I opened my mailbox one afternoon to find a letter for which I had waiting and dreading. It read: “The record states that you completed your studies on July 7. You applied for a work permit on Sept. 9. The law requires for international students to submit
applications for post-graduate employment 60 days prior to their last day of class. You missed the deadline, so your application is denied.”
My heart beat faster than a speeding bullet. After graduating from Temple in August, (where I am now a graduate student) I wanted to take a year off from school to work, but the Immigration and Naturalization Service (INS) rejected my work permit application. Basically, I had just lost my status as an international student and was about to take a leap into the dark.

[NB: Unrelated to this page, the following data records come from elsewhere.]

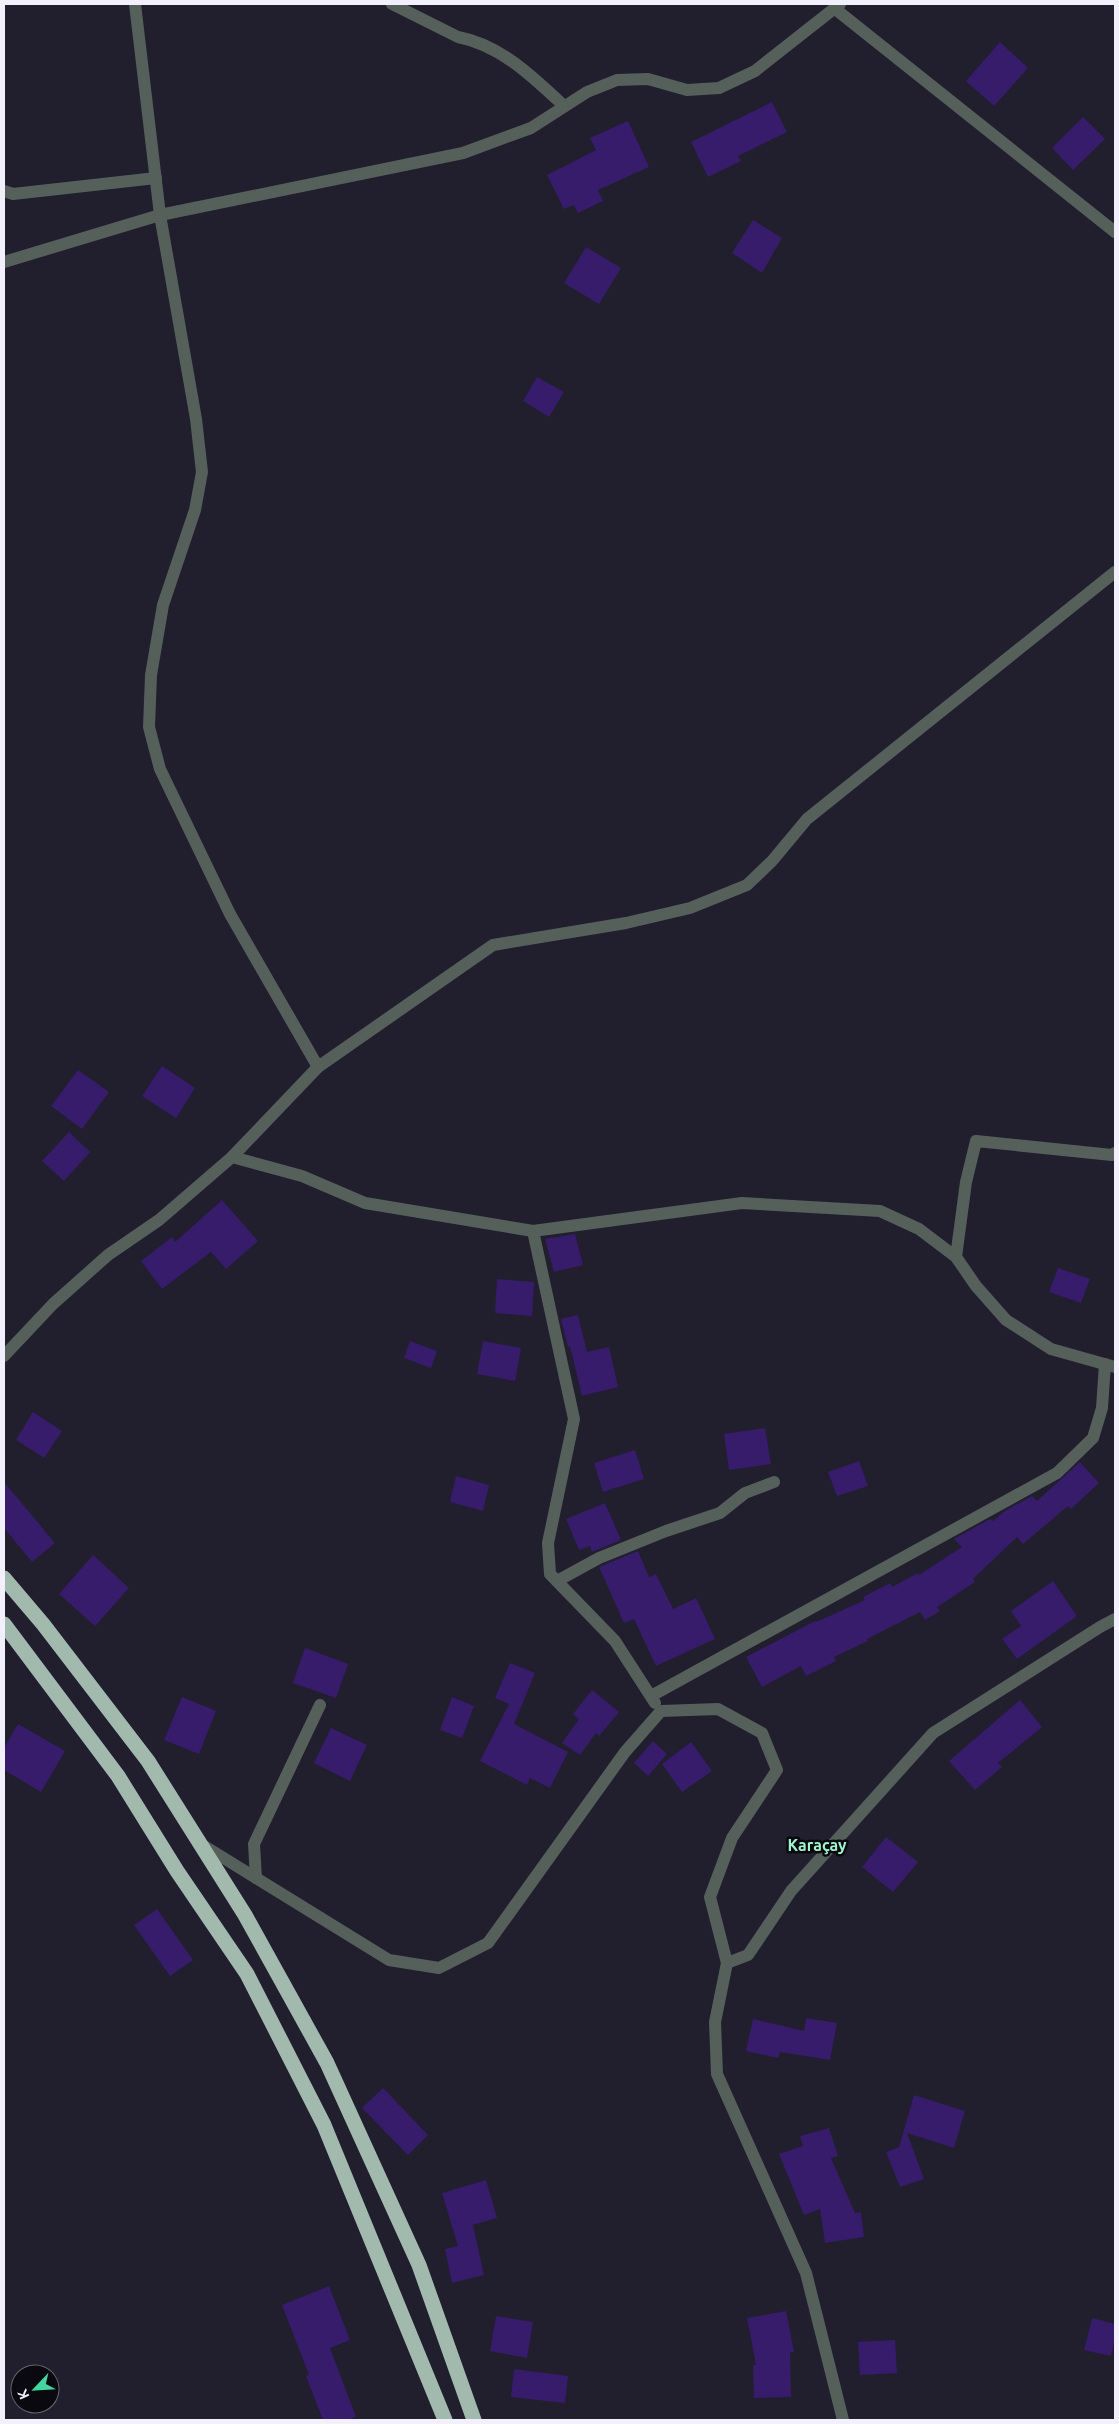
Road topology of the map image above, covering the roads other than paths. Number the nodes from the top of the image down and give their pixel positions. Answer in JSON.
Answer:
{"nodes":[{"id":1,"x":135,"y":4,"type":"edge"},
{"id":2,"x":392,"y":4,"type":"edge"},
{"id":3,"x":837,"y":6,"type":"edge"},
{"id":4,"x":564,"y":106,"type":"junction"},
{"id":5,"x":156,"y":178,"type":"junction"},
{"id":6,"x":4,"y":191,"type":"edge"},
{"id":7,"x":160,"y":215,"type":"junction"},
{"id":8,"x":1115,"y":232,"type":"edge"},
{"id":9,"x":4,"y":262,"type":"edge"},
{"id":10,"x":1115,"y":572,"type":"edge"},
{"id":11,"x":318,"y":1067,"type":"junction"},
{"id":12,"x":1115,"y":1153,"type":"edge"},
{"id":13,"x":232,"y":1157,"type":"junction"},
{"id":14,"x":533,"y":1231,"type":"junction"},
{"id":15,"x":956,"y":1257,"type":"junction"},
{"id":16,"x":4,"y":1356,"type":"edge"},
{"id":17,"x":1110,"y":1365,"type":"edge"},
{"id":18,"x":774,"y":1482,"type":"dead end"},
{"id":19,"x":4,"y":1578,"type":"edge"},
{"id":20,"x":557,"y":1582,"type":"junction"},
{"id":21,"x":1115,"y":1619,"type":"edge"},
{"id":22,"x":4,"y":1624,"type":"edge"},
{"id":23,"x":651,"y":1696,"type":"junction"},
{"id":24,"x":320,"y":1705,"type":"dead end"},
{"id":25,"x":661,"y":1711,"type":"junction"},
{"id":26,"x":200,"y":1843,"type":"junction"},
{"id":27,"x":256,"y":1878,"type":"junction"},
{"id":28,"x":727,"y":1963,"type":"junction"},
{"id":29,"x":445,"y":2420,"type":"edge"},
{"id":30,"x":474,"y":2420,"type":"edge"},
{"id":31,"x":843,"y":2420,"type":"edge"}],
"edges":[{"from":1,"to":5,"type":"street"},
{"from":2,"to":4,"type":"street"},
{"from":3,"to":4,"type":"street"},
{"from":3,"to":8,"type":"street"},
{"from":4,"to":7,"type":"street"},
{"from":5,"to":6,"type":"street"},
{"from":5,"to":7,"type":"street"},
{"from":7,"to":9,"type":"street"},
{"from":7,"to":11,"type":"street"},
{"from":10,"to":11,"type":"street"},
{"from":11,"to":13,"type":"street"},
{"from":12,"to":15,"type":"street"},
{"from":13,"to":14,"type":"street"},
{"from":13,"to":16,"type":"street"},
{"from":14,"to":15,"type":"street"},
{"from":14,"to":20,"type":"street"},
{"from":15,"to":17,"type":"street"},
{"from":17,"to":23,"type":"street"},
{"from":18,"to":20,"type":"street"},
{"from":19,"to":26,"type":"highway"},
{"from":20,"to":23,"type":"street"},
{"from":21,"to":28,"type":"street"},
{"from":22,"to":29,"type":"highway"},
{"from":23,"to":25,"type":"street"},
{"from":24,"to":27,"type":"street"},
{"from":25,"to":27,"type":"street"},
{"from":25,"to":28,"type":"street"},
{"from":26,"to":27,"type":"street"},
{"from":26,"to":30,"type":"highway"},
{"from":28,"to":31,"type":"street"}]}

I take full responsibility for the months I was out of status, instead of taking the time to carefully read the immigration guidelines available at Temple’s Office of International Services, I chose to follow my own misguided judgment. The officials at Temple’s Office of International Services have always welcomed and encouraged foreign students to come for any help and advice they may need. They have always been committed to preventing students from making mistakes that would land them in situations such as mine and I deeply regret not having taken full advantage of that.

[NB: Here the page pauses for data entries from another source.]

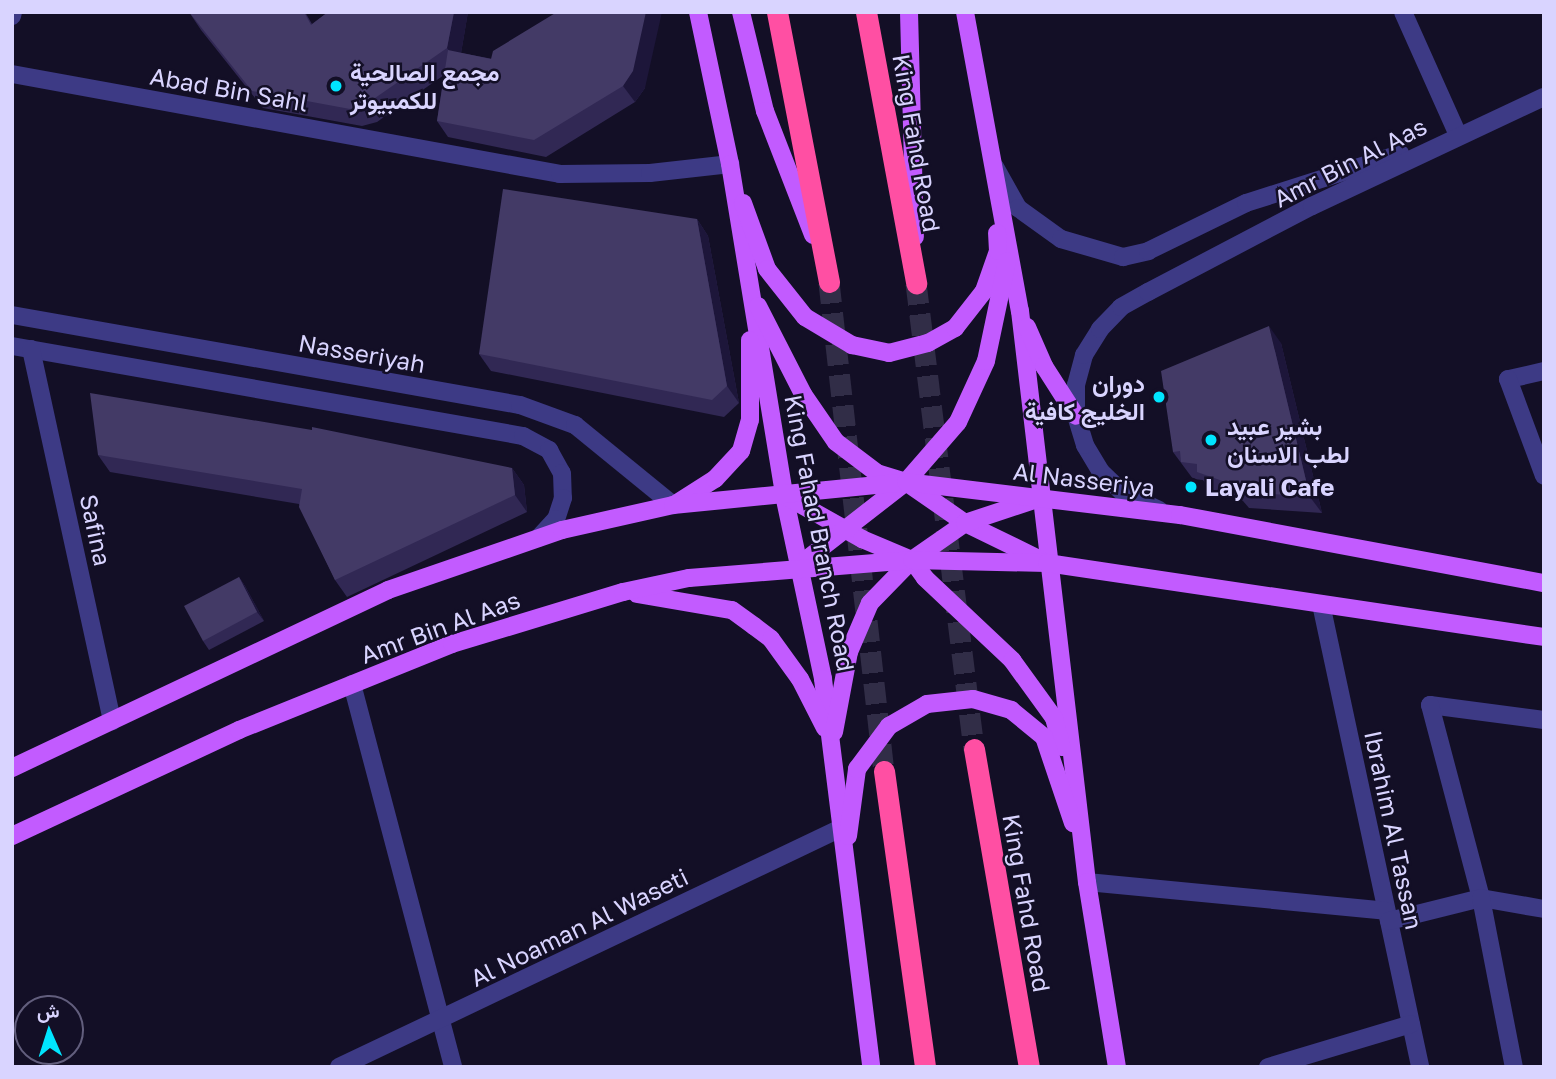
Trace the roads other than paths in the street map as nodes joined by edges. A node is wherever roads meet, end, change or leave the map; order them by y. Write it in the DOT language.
graph roads {
  1 [pos="698,12"];
  2 [pos="741,12"];
  3 [pos="777,12"];
  4 [pos="866,12"];
  5 [pos="909,12"];
  6 [pos="965,12"];
  7 [pos="1403,12"];
  8 [pos="12,74"];
  9 [pos="1544,97"];
  10 [pos="1456,136"];
  11 [pos="730,164"];
  12 [pos="992,164"];
  13 [pos="1008,255"];
  14 [pos="830,282"];
  15 [pos="916,283"];
  16 [pos="749,288"];
  17 [pos="1020,311"];
  18 [pos="12,315"];
  19 [pos="12,346"];
  20 [pos="31,349"];
  21 [pos="1544,371"];
  22 [pos="1076,416"];
  23 [pos="1544,476"];
  24 [pos="906,482"];
  25 [pos="784,495"];
  26 [pos="1041,498"];
  27 [pos="673,505"];
  28 [pos="1180,515"];
  29 [pos="965,523"];
  30 [pos="844,528"];
  31 [pos="538,538"];
  32 [pos="912,560"];
  33 [pos="1047,563"];
  34 [pos="799,566"];
  35 [pos="1544,583"];
  36 [pos="622,592"];
  37 [pos="1321,604"];
  38 [pos="1544,637"];
  39 [pos="352,684"];
  40 [pos="1544,720"];
  41 [pos="112,721"];
  42 [pos="832,740"];
  43 [pos="974,749"];
  44 [pos="12,768"];
  45 [pos="884,771"];
  46 [pos="1079,815"];
  47 [pos="839,829"];
  48 [pos="12,836"];
  49 [pos="1084,856"];
  50 [pos="845,873"];
  51 [pos="1087,882"];
  52 [pos="1481,898"];
  53 [pos="1544,909"];
  54 [pos="1388,916"];
  55 [pos="440,1020"];
  56 [pos="1411,1024"];
  57 [pos="339,1067"];
  58 [pos="453,1067"];
  59 [pos="871,1067"];
  60 [pos="925,1067"];
  61 [pos="1029,1067"];
  62 [pos="1117,1067"];
  63 [pos="1268,1067"];
  64 [pos="1420,1067"];
  65 [pos="1514,1067"];
  1 -- 11 [label="main road, King Fahad Branch Road"];
  2 -- 14 [label="main road"];
  3 -- 14 [label="highway"];
  4 -- 15 [label="highway, King Fahd Road"];
  5 -- 15 [label="main road"];
  6 -- 12 [label="main road"];
  7 -- 10 [label="street"];
  8 -- 11 [label="street, Abad Bin Sahl"];
  9 -- 10 [label="street, Amr Bin Al Aas"];
  10 -- 12 [label="street"];
  10 -- 22 [label="street, Amr Bin Al Aas"];
  11 -- 12 [label="main road"];
  11 -- 16 [label="main road, King Fahad Branch Road"];
  12 -- 13 [label="main road"];
  13 -- 17 [label="main road"];
  13 -- 24 [label="main road"];
  16 -- 24 [label="main road"];
  16 -- 25 [label="main road, King Fahad Branch Road"];
  16 -- 27 [label="main road"];
  17 -- 22 [label="main road"];
  17 -- 26 [label="main road"];
  18 -- 27 [label="street, Nasseriyah"];
  19 -- 20 [label="street, Nasseriyah"];
  20 -- 31 [label="street, Nasseriyah"];
  20 -- 41 [label="street, Safina"];
  21 -- 23 [label="street"];
  22 -- 28 [label="street"];
  24 -- 25 [label="main road, Amr Bin Al Aas"];
  24 -- 26 [label="main road, Al Nasseriya"];
  24 -- 29 [label="main road"];
  24 -- 30 [label="main road"];
  25 -- 27 [label="main road, Amr Bin Al Aas"];
  25 -- 30 [label="main road"];
  25 -- 34 [label="main road, King Fahad Branch Road"];
  26 -- 28 [label="main road, Al Nasseriya"];
  26 -- 29 [label="main road"];
  26 -- 33 [label="main road"];
  27 -- 31 [label="main road, Amr Bin Al Aas"];
  28 -- 35 [label="main road, Al Nasseriya"];
  29 -- 32 [label="main road"];
  29 -- 33 [label="main road"];
  30 -- 32 [label="main road"];
  30 -- 34 [label="main road"];
  31 -- 41 [label="main road, Amr Bin Al Aas"];
  32 -- 33 [label="main road"];
  32 -- 34 [label="main road, Amr Bin Al Aas"];
  32 -- 42 [label="main road"];
  32 -- 46 [label="main road"];
  33 -- 37 [label="main road"];
  33 -- 46 [label="main road"];
  34 -- 36 [label="main road, Amr Bin Al Aas"];
  34 -- 42 [label="main road, King Fahad Branch Road"];
  36 -- 39 [label="main road, Amr Bin Al Aas"];
  36 -- 42 [label="main road"];
  37 -- 38 [label="main road"];
  37 -- 54 [label="street, Ibrahim Al Tassan"];
  39 -- 48 [label="main road, Amr Bin Al Aas"];
  39 -- 55 [label="street"];
  40 -- 52 [label="street"];
  41 -- 44 [label="main road, Amr Bin Al Aas"];
  42 -- 47 [label="main road, King Fahad Branch Road"];
  43 -- 61 [label="highway, King Fahd Road"];
  45 -- 60 [label="highway"];
  46 -- 49 [label="main road"];
  47 -- 50 [label="main road, King Fahad Branch Road"];
  47 -- 55 [label="street, Al Noaman Al Waseti"];
  49 -- 50 [label="main road"];
  49 -- 51 [label="main road"];
  50 -- 59 [label="main road, King Fahad Branch Road"];
  51 -- 54 [label="street"];
  51 -- 62 [label="main road"];
  52 -- 53 [label="street"];
  52 -- 54 [label="street"];
  52 -- 65 [label="street"];
  54 -- 56 [label="street, Ibrahim Al Tassan"];
  55 -- 57 [label="street, Al Noaman Al Waseti"];
  55 -- 58 [label="street"];
  56 -- 63 [label="street"];
  56 -- 64 [label="street, Ibrahim Al Tassan"];
}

A Kaplan course and a GRE test later, I mailed my scores and applications to several area graduate schools. By God’s grace and the School of Communications and Theater’s graduate committee’s consideration, I was accepted into Temple’s Master of Journalism program.

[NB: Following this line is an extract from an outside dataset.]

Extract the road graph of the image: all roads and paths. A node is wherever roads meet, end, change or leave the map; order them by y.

But uncertainty hung over my status. One university official advised that it would be more prudent to return to my country, obtain a new student visa and return to the United States before school began last fall. The other option would be to hope for reinstatement through a sympathetic immigration officer, something that was not guaranteed. So in late June 2003, I returned to the Republic of Cameroon, West Africa.
When I met with a representative at the American Embassy there the next month, the atmosphere was serene. “I need to know why you were out of status for almost a year,” she asked with a straight face. I explained what happened to me as best as I could. She required evidence of both my Kaplan courses and Temple enrollment.
Sooner than I thought, my appointment at the Embassy came up. My documents had been reviewed by then, and I found out that it was a good idea I had taken that Kaplan course. I would be receiving a new student visa, but there was still the fact my passport once was out of status. All I could do is hope for the best; I could still be sent back at the airport.
I stood up, shook her hand, and thanked her sincerely. Taking my passport and the new visa in it, I wondered if there was any point for me to be happy when the chance I may be denied entry to the United States existed. All I could do was pray and plead with God to intervene. On August 14, 2003, I left for the United States.
Arriving in Philadelphia the next afternoon, I stood in line at immigration and waited my turn. Thankfully, my immigration office opened my passport, examined it carefully and let me in. In my heart, I thanked God because I didn’t know what to expect.
That is because I returned after the Sept. 11, 2001, events. Before them, an international student could to gain a prospective employer’s empathy after graduation, if he or she possessed the necessary skills. Many times, employers were more willing to issue work permits to potential employees. But things have changed; it is rare to find an employer who would look at a foreign citizen the same upon finding out they lack permanent residency.
The dynamics of on-campus employment changed as well. I worked on Main Campus for three years and getting on payroll was not difficult previously. But last semester, I did not receive my first paycheck after a month and was increasingly frustrated. Forms and paper work I had never had to deal with before had to be filled out.
Immigration law forbids international students from off-campus employment without INS authorization. Violation equals deportation. A few years ago, an international student who graduated from an American university without a job could take a chance at a car wash place, or as a cabbie. But it is not the same anymore.
Memories of that letter continue to haunt me. If I ever apply for another post-employment authorization, I have to make sure not to miss the deadline this time and be on schedule to apply to another graduate program. And I must make up my mind whether to return to my home country for good.